How does he know all this? Considering the opaque mystery from which he emerges, and the even darker abyss into which death projects him, he draws inductions, builds hypotheses, formulates theories.

This is why it is said that man is a metaphysical animal, more apt than the sea urchin, the fly, the monkey or the angel, to ask himself the question of his specific being, and thus to attack without respite the question of being in general, the ontological question.

It was no small intuition to come to think of the passage from the particular to the general, that is to say, to conceive the abstraction of being, as emanating from the innumerable cohorts of concrete beings.

This intuition establishes a community of essence between all that « is », without setting aside a radical variation between the « levels of being » of the various beings. Some of them bathe in the super-luminous consciousness of their Self, others grope in twilight limbo, and still others crawl endlessly in the night of dead dreams.
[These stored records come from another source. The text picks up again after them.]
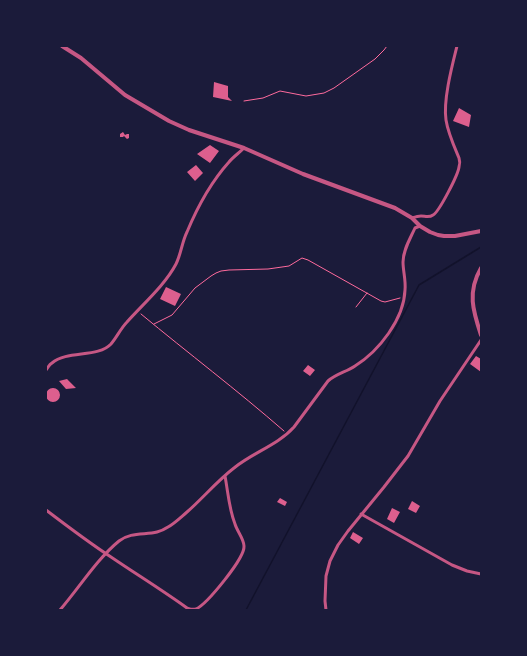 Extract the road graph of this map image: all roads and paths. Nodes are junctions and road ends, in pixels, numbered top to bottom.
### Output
1 (62, 46) edge
2 (387, 46) edge
3 (457, 46) edge
4 (244, 101) dead end
5 (244, 148) junction
6 (412, 218) junction
7 (420, 226) junction
8 (481, 231) edge
9 (481, 268) edge
10 (367, 293) junction
11 (404, 297) junction
12 (356, 307) dead end
13 (138, 311) junction
14 (154, 324) junction
15 (481, 335) edge
16 (481, 340) edge
17 (46, 370) edge
18 (288, 434) junction
19 (225, 476) junction
20 (46, 510) edge
21 (361, 514) junction
22 (106, 554) junction
23 (481, 574) edge
24 (60, 610) edge
25 (326, 610) edge

1 - 5 street
2 - 4 path
3 - 6 street
5 - 6 street
5 - 13 street
6 - 7 street
7 - 8 street
7 - 11 street
9 - 15 street
10 - 11 path
10 - 12 path
10 - 14 path
11 - 18 street
13 - 14 path
13 - 17 street
14 - 18 path
16 - 21 street
18 - 19 street
19 - 22 street
19 - 22 street
20 - 22 street
21 - 23 street
21 - 25 street
22 - 24 street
Man is a being placed in a world that is also a being, and in the midst of other, different kinds of beings. These different kinds of beings manifest themselves in one way or another, but without ever revealing themselves completely. It is difficult, if not impossible, for man to penetrate the mystery of being in others beings than himself, since he already fails to penetrate this mystery in himself.

His consciousness manifests itself to him, too, and never ceases to reveal itself, always again, without ever being exhausted, by his questioning, except, of course, in death. And there, can we presume that the questions that the consciousness asks finally find an answer, final, complete, terminal? Doesn’t death lead either to a nothingness with no room for questions or answers, or is it only a passage towards a state where the Self continues, in other forms, to ask itself still other questions?
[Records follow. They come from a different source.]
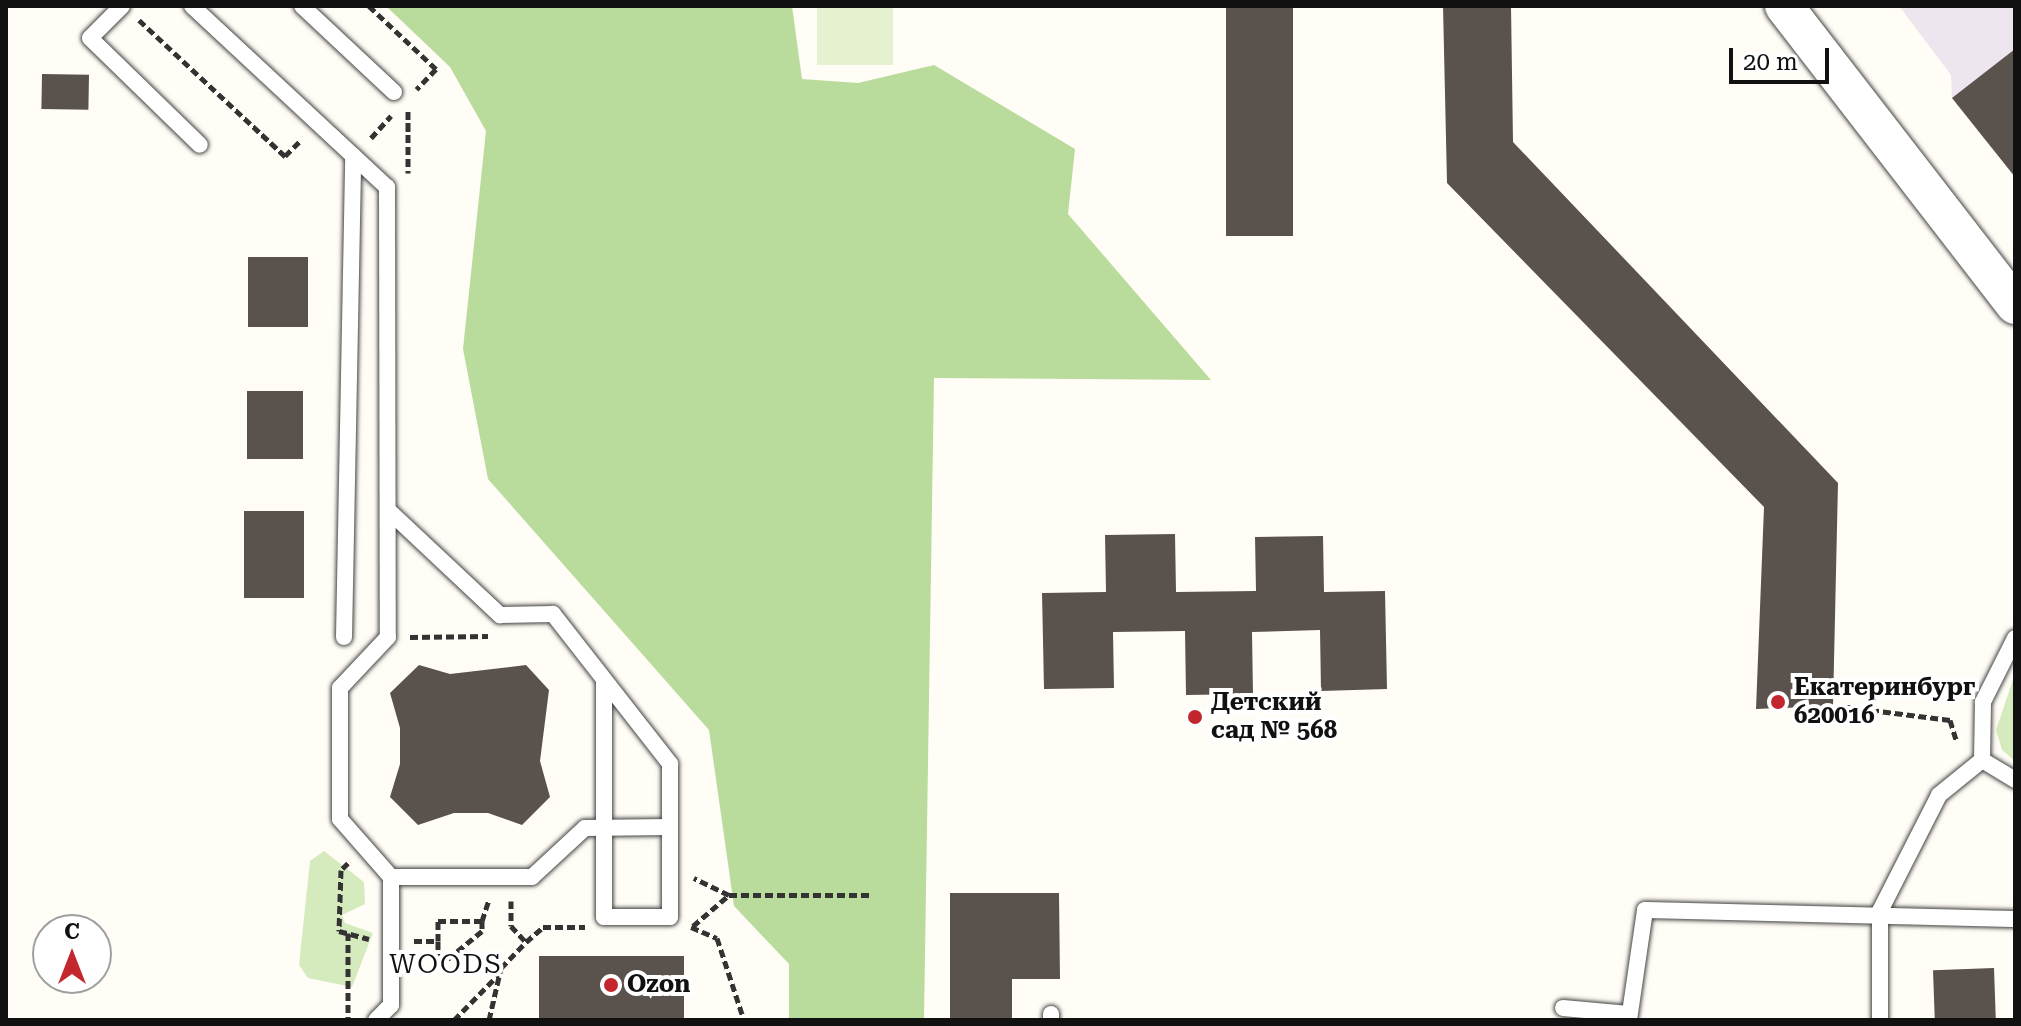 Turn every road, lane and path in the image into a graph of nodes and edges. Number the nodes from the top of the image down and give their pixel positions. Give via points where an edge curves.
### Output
1 (192, 6) edge
2 (302, 6) edge
3 (1784, 6) edge
4 (129, 11) edge
5 (394, 92) dead end
6 (317, 123) junction
7 (200, 145) dead end
8 (353, 156) junction
9 (2009, 286) edge
10 (388, 510) junction
11 (497, 636) dead end
12 (344, 637) dead end
13 (409, 637) dead end
14 (2015, 638) edge
15 (604, 680) junction
16 (1847, 707) dead end
17 (1982, 760) junction
18 (1965, 774) junction
19 (2015, 780) edge
20 (670, 827) junction
21 (604, 828) junction
22 (365, 846) junction
23 (391, 877) junction
24 (692, 877) dead end
25 (511, 890) dead end
26 (729, 895) junction
27 (871, 895) dead end
28 (1880, 911) junction
29 (489, 915) dead end
30 (2015, 919) edge
31 (482, 921) junction
32 (543, 927) dead end
33 (348, 933) junction
34 (391, 941) junction
35 (438, 941) junction
36 (526, 942) junction
37 (500, 974) junction
38 (1563, 1008) dead end
39 (1629, 1017) edge
40 (348, 1020) edge
41 (376, 1020) edge
42 (454, 1020) edge
43 (489, 1020) edge
44 (744, 1020) edge
45 (1880, 1020) edge

1 - 6 lane
2 - 5 lane
3 - 9 street
4 - 6 path via 285,156
4 - 7 lane via 90,38
6 - 8 lane
8 - 10 lane via 387,187
8 - 12 lane
10 - 15 lane via 500,615 553,614
10 - 22 lane via 388,637 340,688 340,819
11 - 13 path
14 - 17 lane via 1983,702
15 - 20 lane via 670,764
15 - 21 lane
16 - 18 path via 1950,720
17 - 18 lane
17 - 19 lane
18 - 28 lane via 1939,795
20 - 21 lane
20 - 21 lane via 670,917 604,917
21 - 23 lane via 585,828 532,877
22 - 23 lane
22 - 33 path via 341,870 339,931
23 - 34 lane
24 - 26 path
25 - 36 path via 511,926
26 - 27 path
26 - 44 path via 692,927 717,938
28 - 30 lane
28 - 39 lane via 1645,910
28 - 45 lane
29 - 31 path
31 - 35 path via 438,921
31 - 35 path via 482,931 438,967
32 - 36 path
33 - 34 path
33 - 40 path
34 - 35 path
34 - 41 lane via 391,1005
36 - 37 path
37 - 42 path
37 - 43 path
38 - 39 lane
There is in the being of man a mixture of infinity (in potency) and finitude (in act). Forwards, backwards, upwards, downwards, and on all other sides, man is objectively surrounded by the finite, he is ‘confined’. His perspectives are quickly crushed. His ‘self’ is only a point, without dimension, and the unlimited that surrounds it in theory is only a conjecture, a phantasm, a representation without explicit content.

This point, this limit point, is a self without dictable content, but it is the basis of all metaphysics, the most laconic or the most talkative. Without this point, this raft of the being, everything dissolves quickly into a dreamless nothingness. But with it, we can begin to found, paradoxically, an ontology of unveiling. On this point, this single point, can we build worlds, chasms, firmaments, empyreas? We don’t really know, it is the human spirit that works, that weaves on its loom canvases and veils.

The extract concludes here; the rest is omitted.